*Exercise*
Return every line in the entries below where the word "bridge" shows up.

----- Provided data -----

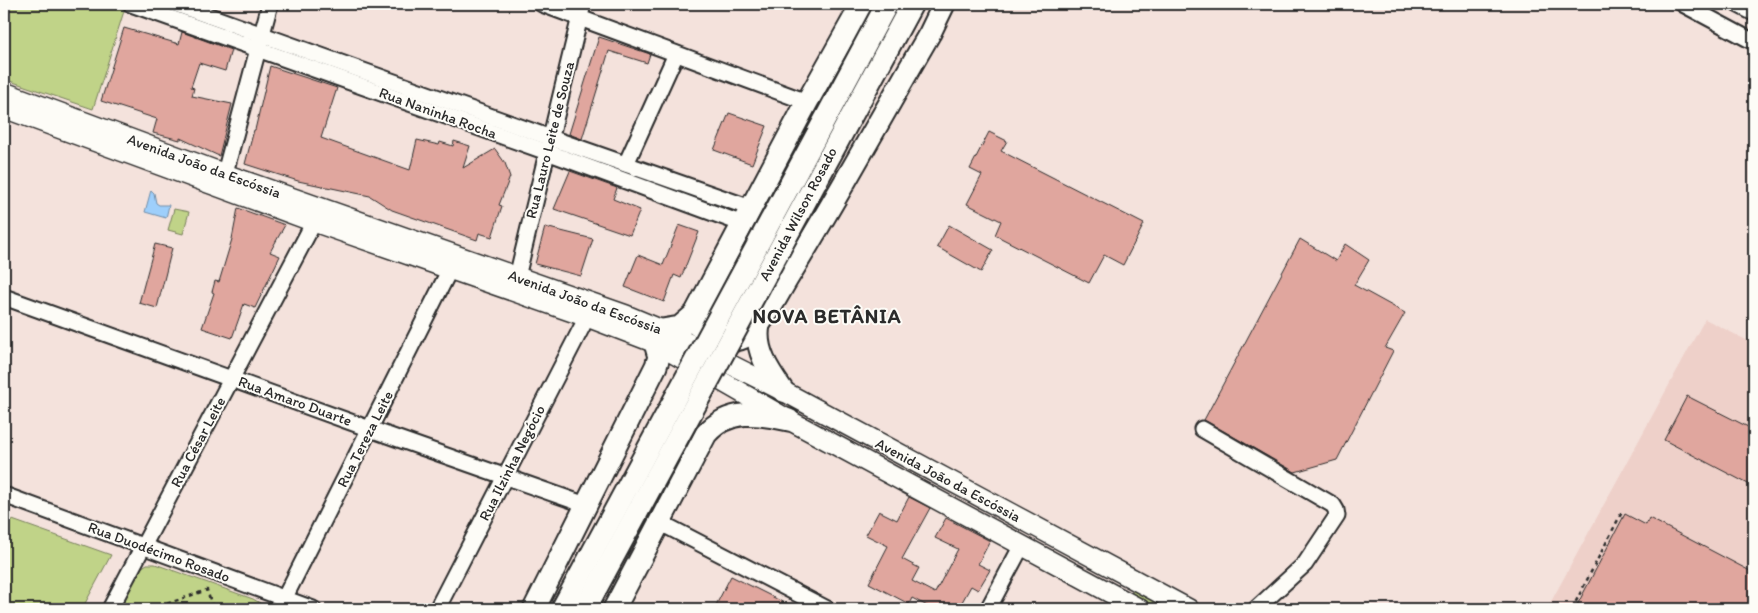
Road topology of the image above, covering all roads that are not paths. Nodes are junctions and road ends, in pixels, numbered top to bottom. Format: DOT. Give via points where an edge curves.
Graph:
graph roads {
  1 [pos="131,4"];
  2 [pos="176,4"];
  3 [pos="270,4"];
  4 [pos="542,4"];
  5 [pos="862,4"];
  6 [pos="887,4"];
  7 [pos="912,4"];
  8 [pos="944,4"];
  9 [pos="1683,4"];
  10 [pos="1737,4"];
  11 [pos="581,11"];
  12 [pos="1754,13"];
  13 [pos="260,42"];
  14 [pos="1754,42"];
  15 [pos="676,54"];
  16 [pos="4,92"];
  17 [pos="807,102"];
  18 [pos="4,108"];
  19 [pos="549,145"];
  20 [pos="626,164"];
  21 [pos="223,181"];
  22 [pos="747,216"];
  23 [pos="314,222"];
  24 [pos="450,269"];
  25 [pos="517,277"];
  26 [pos="4,297"];
  27 [pos="695,314"];
  28 [pos="587,317"];
  29 [pos="759,324"];
  30 [pos="659,337"];
  31 [pos="232,378"];
  32 [pos="783,391"];
  33 [pos="630,418"];
  34 [pos="789,420"];
  35 [pos="370,429"];
  36 [pos="1202,429"];
  37 [pos="694,456"];
  38 [pos="505,477"];
  39 [pos="923,494"];
  40 [pos="4,495"];
  41 [pos="4,503"];
  42 [pos="586,505"];
  43 [pos="1007,512"];
  44 [pos="659,522"];
  45 [pos="1021,547"];
  46 [pos="142,550"];
  47 [pos="1057,566"];
  48 [pos="1129,577"];
  49 [pos="284,606"];
  50 [pos="1258,608"];
  51 [pos="110,609"];
  52 [pos="314,609"];
  53 [pos="437,609"];
  54 [pos="534,609"];
  55 [pos="562,609"];
  56 [pos="585,609"];
  57 [pos="614,609"];
  58 [pos="826,609"];
  59 [pos="988,609"];
  60 [pos="1140,609"];
  61 [pos="1189,609"];
  1 -- 13 [label="street, Rua Naninha Rocha"];
  2 -- 13 [label="street, Rua Naninha Rocha"];
  3 -- 13 [label="street"];
  4 -- 11 [label="street"];
  5 -- 17 [label="highway"];
  6 -- 55 [label="highway, Avenida Wilson Rosado, bridge"];
  7 -- 56 [label="highway, Avenida Wilson Rosado, bridge"];
  8 -- 29 [label="highway"];
  9 -- 14 [label="street"];
  10 -- 12 [label="street"];
  11 -- 15 [label="street"];
  11 -- 19 [label="street, Rua Lauro Leite de Souza"];
  13 -- 19 [label="street, Rua Naninha Rocha"];
  13 -- 21 [label="street"];
  15 -- 17 [label="street"];
  15 -- 20 [label="street"];
  16 -- 21 [label="main road, Avenida João da Escóssia"];
  17 -- 22 [label="highway"];
  18 -- 21 [label="main road, Avenida João da Escóssia"];
  19 -- 20 [label="street, Rua Naninha Rocha"];
  19 -- 22 [label="street, Rua Naninha Rocha"];
  19 -- 25 [label="street, Rua Lauro Leite de Souza"];
  20 -- 22 [label="street, Rua Naninha Rocha"];
  21 -- 23 [label="main road, Avenida João da Escóssia"];
  21 -- 25 [label="main road, Avenida João da Escóssia"];
  22 -- 27 [label="highway"];
  23 -- 24 [label="main road, Avenida João da Escóssia"];
  23 -- 31 [label="street, Rua César Leite"];
  24 -- 28 [label="main road, Avenida João da Escóssia"];
  24 -- 35 [label="street, Rua Tereza Leite"];
  25 -- 30 [label="main road, Avenida João da Escóssia" via="626,315"];
  26 -- 31 [label="street, Rua Amaro Duarte"];
  27 -- 29 [label="highway" via="697,325 711,336 727,341 750,334"];
  27 -- 30 [label="highway" via="680,327"];
  28 -- 30 [label="main road, Avenida João da Escóssia"];
  28 -- 38 [label="street, Rua Ilzinha Negócio"];
  29 -- 32 [label="highway" via="763,358"];
  30 -- 32 [label="main road, Avenida João da Escóssia"];
  30 -- 33 [label="highway" via="656,366"];
  30 -- 34 [label="main road, Avenida João da Escóssia"];
  31 -- 35 [label="street, Rua Amaro Duarte"];
  31 -- 46 [label="street, Rua César Leite"];
  32 -- 43 [label="main road, Avenida João da Escóssia"];
  33 -- 37 [label="highway" via="649,396 661,390 691,404 700,412 702,419"];
  33 -- 42 [label="highway"];
  34 -- 37 [label="highway" via="760,414 732,417 713,426"];
  34 -- 39 [label="main road, Avenida João da Escóssia"];
  35 -- 38 [label="street, Rua Amaro Duarte"];
  35 -- 49 [label="street, Rua Tereza Leite"];
  36 -- 50 [label="street" via="1333,505 1336,510 1336,516 1305,564"];
  37 -- 44 [label="highway"];
  38 -- 42 [label="street, Rua Amaro Duarte"];
  38 -- 53 [label="street, Rua Ilzinha Negócio"];
  39 -- 43 [label="main road" via="925,484 932,481 978,505"];
  39 -- 45 [label="main road, Avenida João da Escóssia"];
  40 -- 46 [label="street, Rua Duodécimo Rosado"];
  41 -- 46 [label="street, Rua Duodécimo Rosado"];
  42 -- 54 [label="highway"];
  43 -- 48 [label="main road, Avenida João da Escóssia"];
  44 -- 57 [label="highway"];
  44 -- 58 [label="street"];
  45 -- 47 [label="main road, Avenida João da Escóssia"];
  45 -- 59 [label="street"];
  46 -- 49 [label="street, Rua Duodécimo Rosado"];
  46 -- 51 [label="street, Rua César Leite"];
  47 -- 48 [label="main road" via="1116,588 1126,585"];
  47 -- 60 [label="main road, Avenida João da Escóssia"];
  48 -- 61 [label="main road, Avenida João da Escóssia"];
  49 -- 52 [label="street, Rua Duodécimo Rosado"];
}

-----

*Your solution*
  6 -- 55 [label="highway, Avenida Wilson Rosado, bridge"];
  7 -- 56 [label="highway, Avenida Wilson Rosado, bridge"];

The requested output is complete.